MANILA - An agreement on an enhanced military cooperation between the Philippines and the United States is a treaty by nature requiring Senate ratification, Sen. Miriam Defensor-Santiago said yesterday.
With negotiations now in their final stages, Manila has agreed to give the US access to Philippine military bases.
Officials have stressed access is different from basing, and the US has repeatedly said it is not interested in re-establishing military bases in the Philippines.
The new security deal is being negotiated by the two allies amid China’s increasing assertiveness in staking its claims in the West Philippine Sea and South China Sea.
Santiago argued that any agreement involving the posting of troops and war equipment in another sovereign state is a treaty.
She said that while the president is authorized to negotiate or even approve an agreement, such deal “should only be limited to a topic connected to a prior treaty.”
She said it would not be right for the government to invoke the Philippine-US Mutual Defense Treaty (MDT) of the 1950s as the “prior treaty” since allowing foreign troops and equipment on Philippine soil “is a major subject in itself” and “not a minor case of detail.”
“So it cannot be classified as an executive agreement but as a treaty to which the Philippine Senate must give its concurrence,” she added.
Chief presidential legal counsel Benjamin Caguioa, however, said, “It is the Philippine panel’s position” that an agreement on enhanced defense cooperation “merely implements the general provisions” of the MDT and the Visiting Forces Agreement (VFA), and does not have to be ratified by the Senate.
“These two treaties have been concurred in by the Philippine Senate in separate instances.

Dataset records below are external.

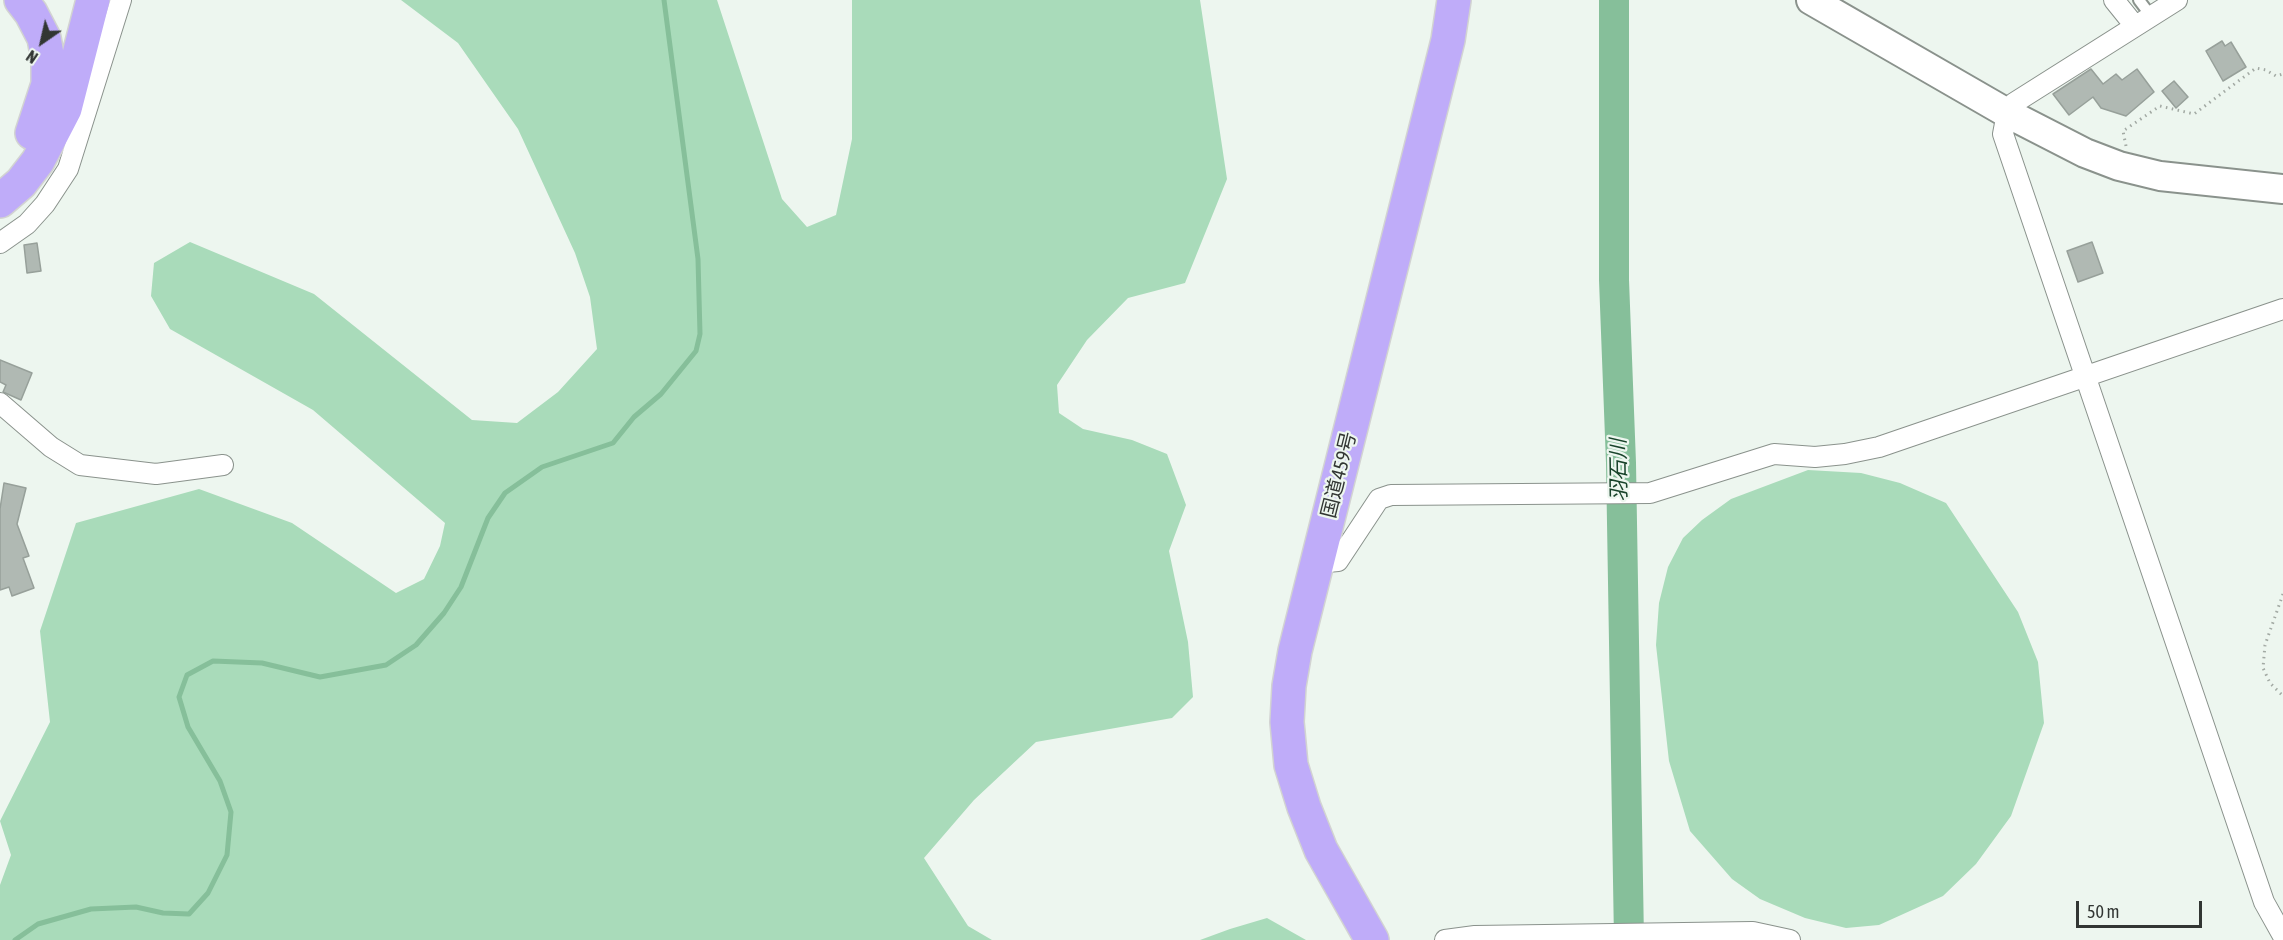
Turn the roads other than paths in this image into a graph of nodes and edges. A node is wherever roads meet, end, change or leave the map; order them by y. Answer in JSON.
{"nodes":[{"id":1,"x":21,"y":0,"type":"edge"},
{"id":2,"x":93,"y":0,"type":"edge"},
{"id":3,"x":121,"y":0,"type":"edge"},
{"id":4,"x":1454,"y":0,"type":"edge"},
{"id":5,"x":1811,"y":0,"type":"edge"},
{"id":6,"x":2114,"y":0,"type":"edge"},
{"id":7,"x":2139,"y":0,"type":"edge"},
{"id":8,"x":2177,"y":0,"type":"edge"},
{"id":9,"x":2143,"y":21,"type":"junction"},
{"id":10,"x":2007,"y":113,"type":"junction"},
{"id":11,"x":0,"y":178,"type":"edge"},
{"id":12,"x":2281,"y":195,"type":"edge"},
{"id":13,"x":0,"y":201,"type":"edge"},
{"id":14,"x":0,"y":243,"type":"edge"},
{"id":15,"x":2283,"y":309,"type":"edge"},
{"id":16,"x":2085,"y":376,"type":"junction"},
{"id":17,"x":0,"y":403,"type":"edge"},
{"id":18,"x":223,"y":465,"type":"dead end"},
{"id":19,"x":1317,"y":563,"type":"junction"},
{"id":20,"x":1647,"y":935,"type":"edge"},
{"id":21,"x":2283,"y":936,"type":"edge"},
{"id":22,"x":1372,"y":940,"type":"edge"},
{"id":23,"x":1445,"y":940,"type":"edge"},
{"id":24,"x":1790,"y":940,"type":"edge"}],
"edges":[{"from":1,"to":11,"type":"highway"},
{"from":2,"to":13,"type":"highway"},
{"from":3,"to":14,"type":"street"},
{"from":4,"to":19,"type":"highway","name":"国道459号"},
{"from":5,"to":10,"type":"street"},
{"from":6,"to":9,"type":"street"},
{"from":7,"to":9,"type":"lane"},
{"from":8,"to":9,"type":"street"},
{"from":9,"to":10,"type":"street"},
{"from":10,"to":12,"type":"street"},
{"from":10,"to":16,"type":"street"},
{"from":15,"to":16,"type":"street"},
{"from":16,"to":19,"type":"street"},
{"from":16,"to":21,"type":"street"},
{"from":17,"to":18,"type":"street"},
{"from":19,"to":22,"type":"highway","name":"国道459号"},
{"from":20,"to":23,"type":"street"},
{"from":20,"to":24,"type":"street"}]}
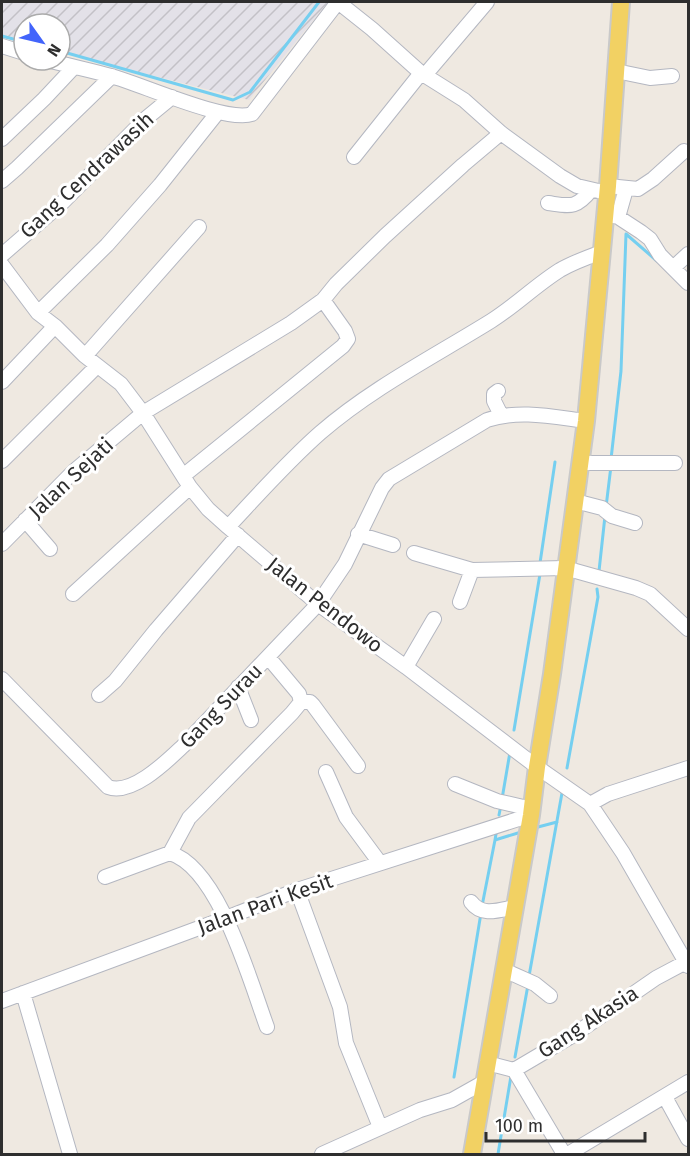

Thus there is no need for Senate ratification for this implementing Agreement on Enhanced Defense Cooperation,” Caguioa said in a statement coursed through Presidential Communications Operations Office Secretary Herminio Coloma Jr.
Under Philippine laws, all treaties would have to go through the Senate for concurrence before they take effect.
Philippine officials involved in the negotiations have given assurance that the agreement on enhanced defense cooperation would comply with the provisions of the Constitution and existing laws.
Santiago said she is not receptive to the idea of negotiating with the US if the point is to merely send a message to China to stop its aggression.
She said China is not interested in waging war with its Southeast Asian neighbors, and that the giant nation is only trying to divide the Association of Southeast Asian Nations (ASEAN) so that it could enter into separate exploitation or joint venture agreements on mineral and energy exploration.
Santiago advised the executive branch to let the Senate examine the deal or risk having it challenged before the Supreme Court (SC).
“The Senate is going to scream because we always fight for our power to concur with any ratification made by the President. That will become a constitutional issue and the case will automatically be elevated to the Supreme Court,” she said. “So it’s much better to have the Senate to concur with its ratification.”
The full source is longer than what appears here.